Why Awareness Through Movement® lessons are not demonstrated

I want to share a bit about the Feldenkrais Method® and in particular the Awareness Through Movement® lessons.

These are somatic movement lessons designed to enhance your awareness of yourself to be able to start noticing what's already there in the way you move, breathe and organize yourself.

The lessons aren’t about copying movements. They are not so much even about the movements.
They are about the process of how you attend to yourself within the movements and what you begin to notice when you do.

Self-image is your sense of yourself. It is what you hold to be true about your strengths, your weaknesses, your capabilities and what you believe you can and cannot do. You act in the world according to your self-image.
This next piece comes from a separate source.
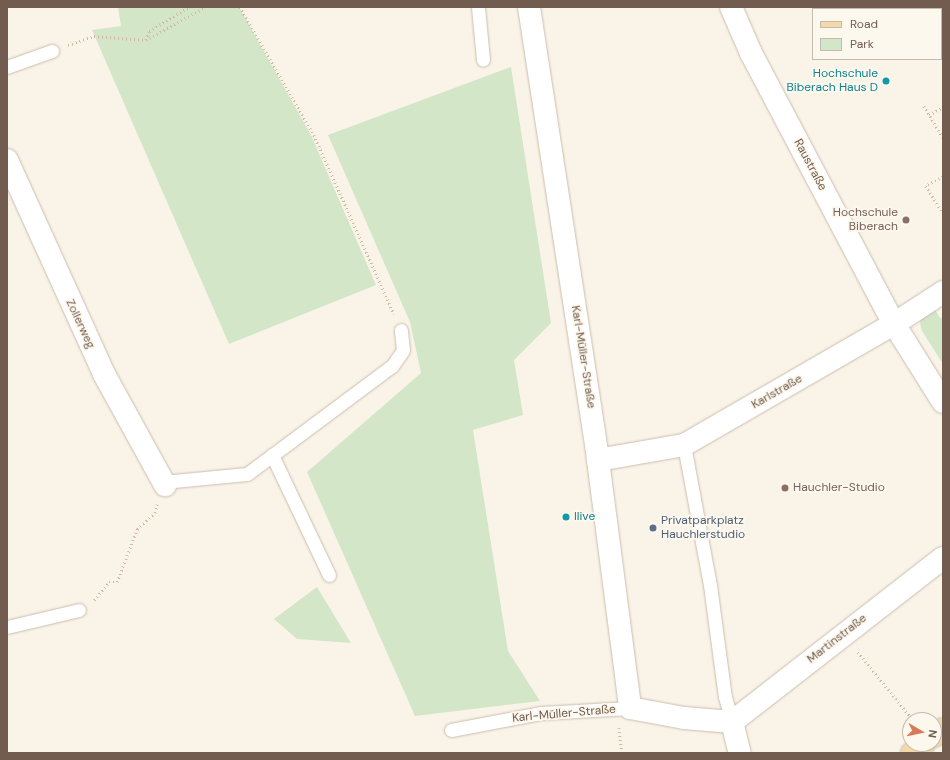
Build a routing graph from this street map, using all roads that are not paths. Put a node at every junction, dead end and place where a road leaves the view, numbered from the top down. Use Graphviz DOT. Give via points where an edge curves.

What you think to be true guides your behaviour. And you can often see and sense it in posture. Your thinking has a physical organization. When you believe you are not flexible, you don’t engage in movements that you believe require flexibility. Stopping yourself in your tracks before even giving it a try.

A woman lying on the floor with arms stretched and knees bent during an Awareness Through Movement® lesson while listening to themselves within movement directions given by a teacher.

Photo credit: © International Feldenkrais® Federation & Robert Golden. All rights reserved.

“This looks slow and boring.” That makes sense.

You might think this is too slow, too boring and there is nothing to gain from this kind of movement lesson. After all, it’s not stretching nor strength training nor will it get your heart rate elevated.

But there is an intricate process taking place between what you can see and what you can sense.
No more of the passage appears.